Ankle sprains make up 10-30% of all sports injuries, yet most people don’t rehab them properly. I know, because I was one of them.
My Story
I was playing rugby in high school when I went into a tackle. My bodyweight plus a 200-pound opponent folded directly onto my ankle. I heard a massive snap, then immediate, severe pain. My ankle blew up like a balloon.
X-rays ruled out a fracture. I was put on crutches and sent to physio.
This is where I wish things went differently.
What My Rehab Looked Like
I got the “typical” treatment: ultrasound, some range-of-motion work, a few light theraband exercises, and RICE, RICE, RICE (Rest, Ice, Compression, Elevation).

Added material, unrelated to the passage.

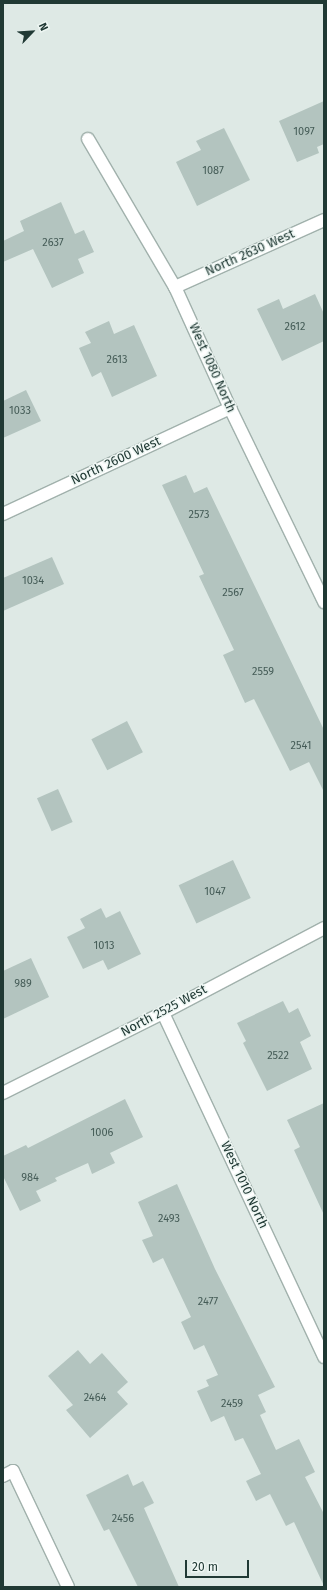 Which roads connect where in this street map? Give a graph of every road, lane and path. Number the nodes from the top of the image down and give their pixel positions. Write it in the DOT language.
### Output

The problem? I never got progressive strengthening. There was no return-to-sport plan. No testing. I was on crutches for weeks and just waiting to feel better.
A decade later, I see the same story with young athletes. The evidence is clear: poor rehab is one of the main drivers of chronic ankle instability, which affects about 30% of people after an ankle sprain. Re-sprains in the first three months are directly tied to incomplete recovery.
Here’s what I’d do differently today.
- Get Off the Crutches Early
The old approach was to rest and stay off the ankle for weeks.
The evidence now says the opposite: early weight-bearing leads to faster recovery and better outcomes in mild to moderate sprains. This doesn’t mean loading recklessly. Use a brace, tape, or boot for protection in the first few days. But get off crutches as soon as pain allows. Movement helps healing tissue align properly.
Our approach: Weight-bear from day one with support. Crutches for comfort only, not for weeks non-weight bearing.
- Ditch The RICE Method
RICE was the gold standard for decades. But the doctor who coined the term in 1978 has since walked back his own recommendation.
The updated framework is PEACE & LOVE (British Journal of Sports Medicine, 2019):
PEACE (acute): Protect, Elevate, Avoid anti-inflammatories, Compress, Educate
LOVE (subacute): Load, Optimism, Vascularisation, Exercise
The big takeaway: prolonged icing to “stop inflammation” is outdated. Inflammation is a healing signal. Ice is fine briefly for pain relief, but it shouldn’t be the focus of your recovery.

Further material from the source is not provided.